→ WHAT YOU NEED TO DO
Return every line below as is, leaving out the pictures.

#### INPUT MATERIAL

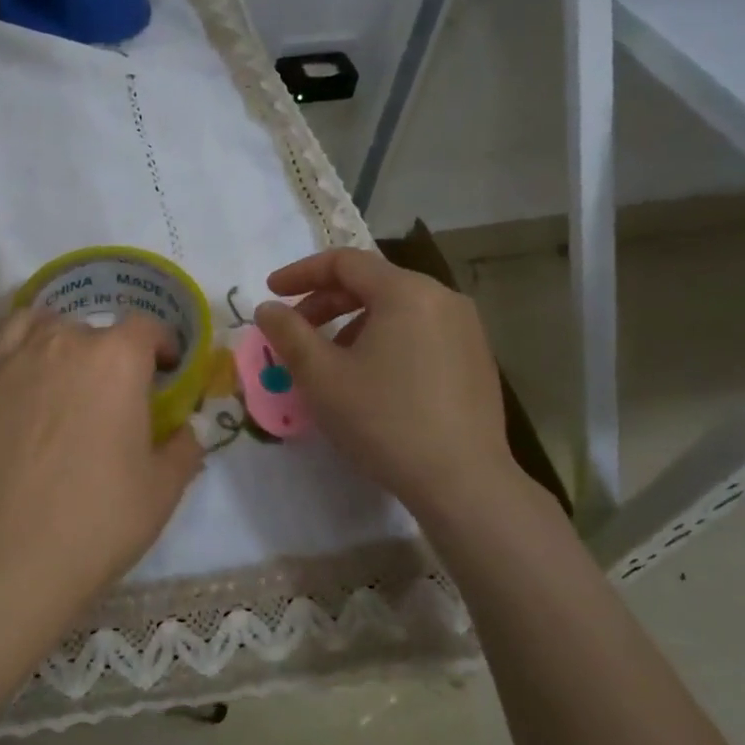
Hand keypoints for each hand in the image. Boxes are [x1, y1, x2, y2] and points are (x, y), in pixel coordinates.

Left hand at [0, 306, 204, 604]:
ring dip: (69, 344)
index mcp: (120, 358)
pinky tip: (30, 371)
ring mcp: (20, 356)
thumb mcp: (165, 486)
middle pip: (98, 331)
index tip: (166, 369)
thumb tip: (188, 428)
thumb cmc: (103, 514)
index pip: (146, 328)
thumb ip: (185, 445)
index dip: (161, 345)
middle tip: (115, 394)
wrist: (19, 547)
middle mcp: (70, 342)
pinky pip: (9, 337)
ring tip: (70, 377)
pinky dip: (26, 343)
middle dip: (114, 354)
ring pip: (51, 327)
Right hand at [253, 248, 517, 519]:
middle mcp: (443, 298)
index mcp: (406, 292)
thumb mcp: (321, 376)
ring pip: (397, 309)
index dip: (301, 273)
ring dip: (354, 323)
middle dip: (325, 302)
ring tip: (331, 361)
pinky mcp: (476, 359)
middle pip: (372, 282)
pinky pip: (420, 332)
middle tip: (295, 331)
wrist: (463, 483)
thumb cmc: (384, 421)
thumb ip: (287, 333)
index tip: (272, 292)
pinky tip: (372, 379)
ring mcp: (466, 329)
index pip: (344, 262)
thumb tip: (267, 308)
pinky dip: (386, 340)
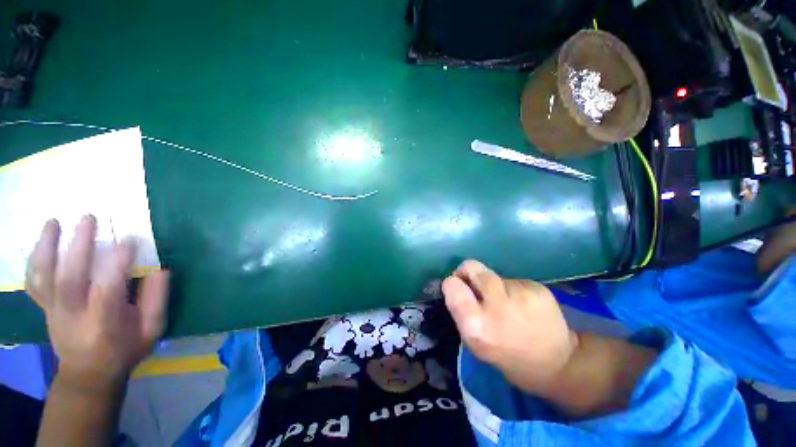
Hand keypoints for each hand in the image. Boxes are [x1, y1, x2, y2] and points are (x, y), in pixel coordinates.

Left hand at [26, 215, 169, 391]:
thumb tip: (161, 268)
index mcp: (104, 325)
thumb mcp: (151, 331)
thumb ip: (156, 300)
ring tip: (53, 222)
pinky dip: (34, 260)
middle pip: (69, 279)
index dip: (117, 265)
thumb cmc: (125, 350)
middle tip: (89, 219)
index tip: (130, 240)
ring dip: (45, 248)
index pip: (107, 291)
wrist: (87, 374)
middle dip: (77, 247)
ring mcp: (54, 311)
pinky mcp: (44, 308)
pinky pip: (33, 282)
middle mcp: (73, 316)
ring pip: (43, 278)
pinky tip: (41, 242)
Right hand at [442, 260, 577, 393]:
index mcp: (476, 325)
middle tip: (478, 286)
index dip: (453, 283)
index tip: (458, 288)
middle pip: (471, 267)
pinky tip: (524, 305)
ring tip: (507, 303)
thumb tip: (455, 284)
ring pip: (493, 274)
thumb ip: (462, 312)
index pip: (452, 285)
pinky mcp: (538, 288)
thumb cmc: (508, 357)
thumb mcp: (475, 343)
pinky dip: (513, 288)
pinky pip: (514, 280)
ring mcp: (520, 294)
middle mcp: (497, 306)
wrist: (559, 364)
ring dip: (494, 285)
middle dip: (469, 273)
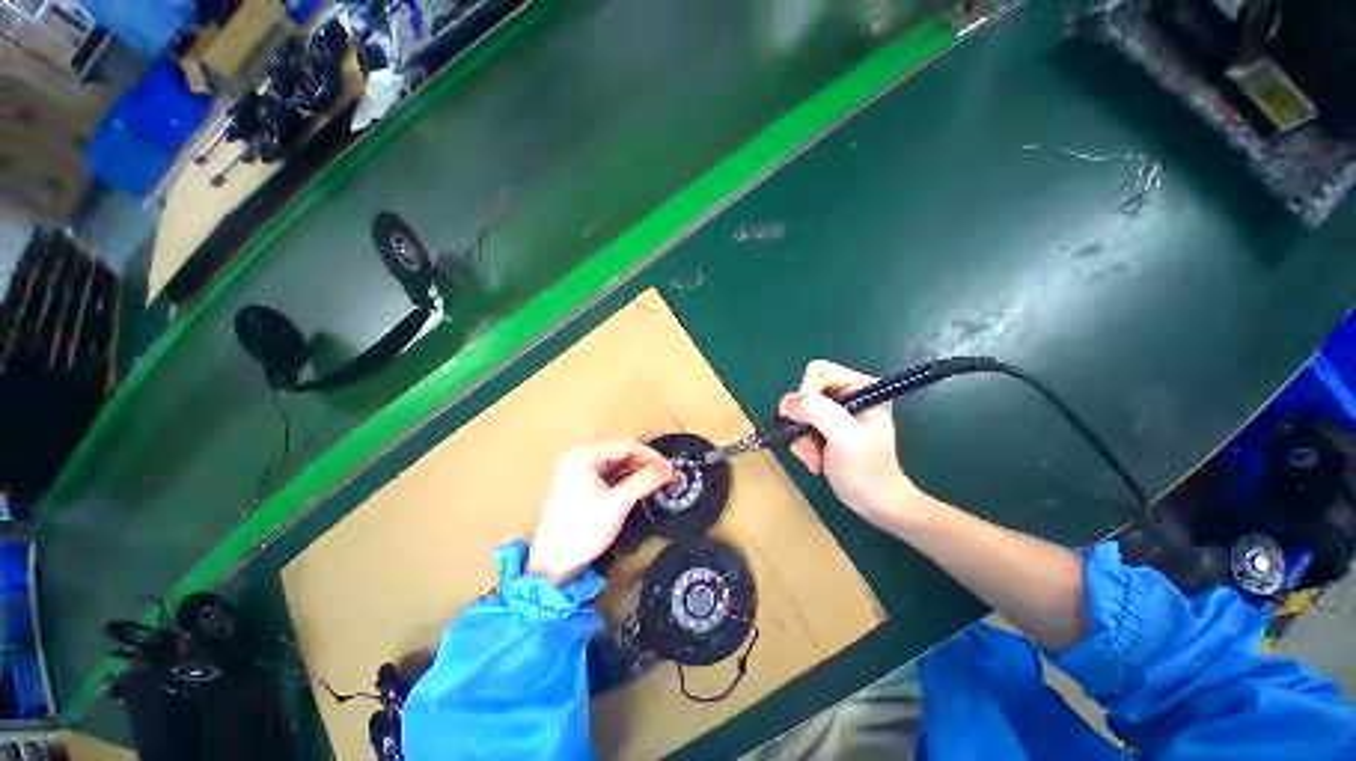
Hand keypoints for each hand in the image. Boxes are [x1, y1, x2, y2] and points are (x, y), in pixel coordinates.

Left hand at [527, 440, 673, 584]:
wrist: (551, 565)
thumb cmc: (582, 530)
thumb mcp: (617, 503)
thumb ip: (644, 481)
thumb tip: (668, 469)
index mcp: (584, 455)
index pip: (627, 446)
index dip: (651, 457)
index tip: (670, 471)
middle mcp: (579, 457)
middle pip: (621, 453)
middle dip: (644, 464)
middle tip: (665, 479)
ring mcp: (577, 472)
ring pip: (615, 464)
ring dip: (636, 473)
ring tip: (655, 484)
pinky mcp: (579, 486)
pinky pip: (608, 476)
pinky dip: (624, 481)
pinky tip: (637, 490)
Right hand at [778, 359, 932, 530]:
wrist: (877, 504)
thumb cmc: (867, 471)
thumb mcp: (843, 437)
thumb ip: (816, 411)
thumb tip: (786, 402)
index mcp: (861, 385)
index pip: (817, 372)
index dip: (807, 395)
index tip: (810, 422)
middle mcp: (848, 393)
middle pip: (805, 393)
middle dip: (802, 422)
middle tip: (812, 447)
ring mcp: (837, 411)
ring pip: (799, 412)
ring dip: (801, 438)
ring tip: (815, 458)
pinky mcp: (828, 427)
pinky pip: (800, 426)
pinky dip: (803, 445)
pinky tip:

########

→ SOLUTION BELOW
Hand keypoints for each hand in the image. Boxes are [x1, y1, x2, y2] and points are (x, y), in pixel coordinates.

Left hand at [0, 306, 204, 604]:
ring dip: (69, 344)
index mcp: (120, 358)
pinky tip: (30, 371)
ring mcp: (20, 356)
thumb mcp: (165, 486)
middle pip: (98, 331)
index tip: (166, 369)
thumb tip: (188, 428)
thumb cmc: (103, 514)
index pip: (146, 328)
thumb ip: (185, 445)
index dip: (161, 345)
middle tip: (115, 394)
wrist: (19, 547)
middle mcp: (70, 342)
pinky pip: (9, 337)
ring tip: (70, 377)
pinky dip: (26, 343)
middle dip: (114, 354)
ring pip: (51, 327)
Right hand at [253, 248, 517, 519]:
middle mcp: (443, 298)
index mcp: (406, 292)
thumb mcp: (321, 376)
ring pip: (397, 309)
index dip: (301, 273)
ring dip: (354, 323)
middle dip: (325, 302)
ring tip: (331, 361)
pinky mcp: (476, 359)
middle pip: (372, 282)
pinky pip: (420, 332)
middle tip: (295, 331)
wrist: (463, 483)
thumb cmc: (384, 421)
thumb ip: (287, 333)
index tip: (272, 292)
pinky tip: (372, 379)
ring mcp: (466, 329)
index pip: (344, 262)
thumb tip: (267, 308)
pinky dip: (386, 340)
Hand keypoints for each hand in the image. Boxes are [x1, y1, x2, y2] and points are (x, y), in pixel coordinates.

Left hand at [26, 215, 169, 391]:
thumb tip: (161, 268)
index mcp: (104, 325)
thumb mcp: (151, 331)
thumb ip: (156, 300)
ring tip: (53, 222)
pinky dip: (34, 260)
middle pip: (69, 279)
index dip: (117, 265)
thumb cmc: (125, 350)
middle tip: (89, 219)
index tip: (130, 240)
ring dip: (45, 248)
index pip: (107, 291)
wrist: (87, 374)
middle dip: (77, 247)
ring mcp: (54, 311)
pinky mcp: (44, 308)
pinky pip: (33, 282)
middle mcp: (73, 316)
ring pip: (43, 278)
pinky tip: (41, 242)
Right hand at [442, 260, 577, 393]:
index mcp: (476, 325)
middle tip: (478, 286)
index dip: (453, 283)
index tip: (458, 288)
middle pip: (471, 267)
pinky tip: (524, 305)
ring tip: (507, 303)
thumb tip: (455, 284)
ring pip: (493, 274)
thumb ip: (462, 312)
index pip: (452, 285)
pinky mcp: (538, 288)
thumb cmc: (508, 357)
thumb mcp: (475, 343)
pinky dip: (513, 288)
pinky pip: (514, 280)
ring mcp: (520, 294)
middle mcp: (497, 306)
wrist: (559, 364)
ring dip: (494, 285)
middle dip: (469, 273)
Hand keypoints for each hand in the image. Boxes are [x1, y1, x2, y2] and points are (x, y), in pixel coordinates.

Left hand at [527, 440, 673, 584]:
wrist: (551, 565)
thumb cmc: (582, 530)
thumb mcp: (617, 503)
thumb ip: (644, 481)
thumb tip: (668, 469)
index mcp: (584, 455)
index pip: (627, 446)
index dip: (651, 457)
index tip: (670, 471)
middle mcp: (579, 457)
middle pip: (621, 453)
middle dip: (644, 464)
middle tip: (665, 479)
ring mcp: (577, 472)
ring pip: (615, 464)
ring dip: (636, 473)
ring tip: (655, 484)
pinky mcp: (579, 486)
pinky pip: (608, 476)
pinky dip: (624, 481)
pinky tip: (637, 490)
Right hand at [778, 359, 932, 530]:
wrist: (877, 504)
thumb cmc: (867, 471)
thumb mcp: (843, 437)
thumb ip: (816, 411)
thumb tip: (786, 402)
index mcp: (861, 385)
index pip: (817, 372)
index dip: (807, 395)
index tip: (810, 422)
middle mcp: (848, 393)
middle pip: (805, 393)
middle dip: (802, 422)
middle tip: (812, 447)
ring mcp: (837, 411)
ring pip: (799, 412)
ring dip: (801, 438)
ring tip: (815, 458)
pinky mcp: (828, 427)
pinky pip: (800, 426)
pinky dip: (803, 445)
pinky tip:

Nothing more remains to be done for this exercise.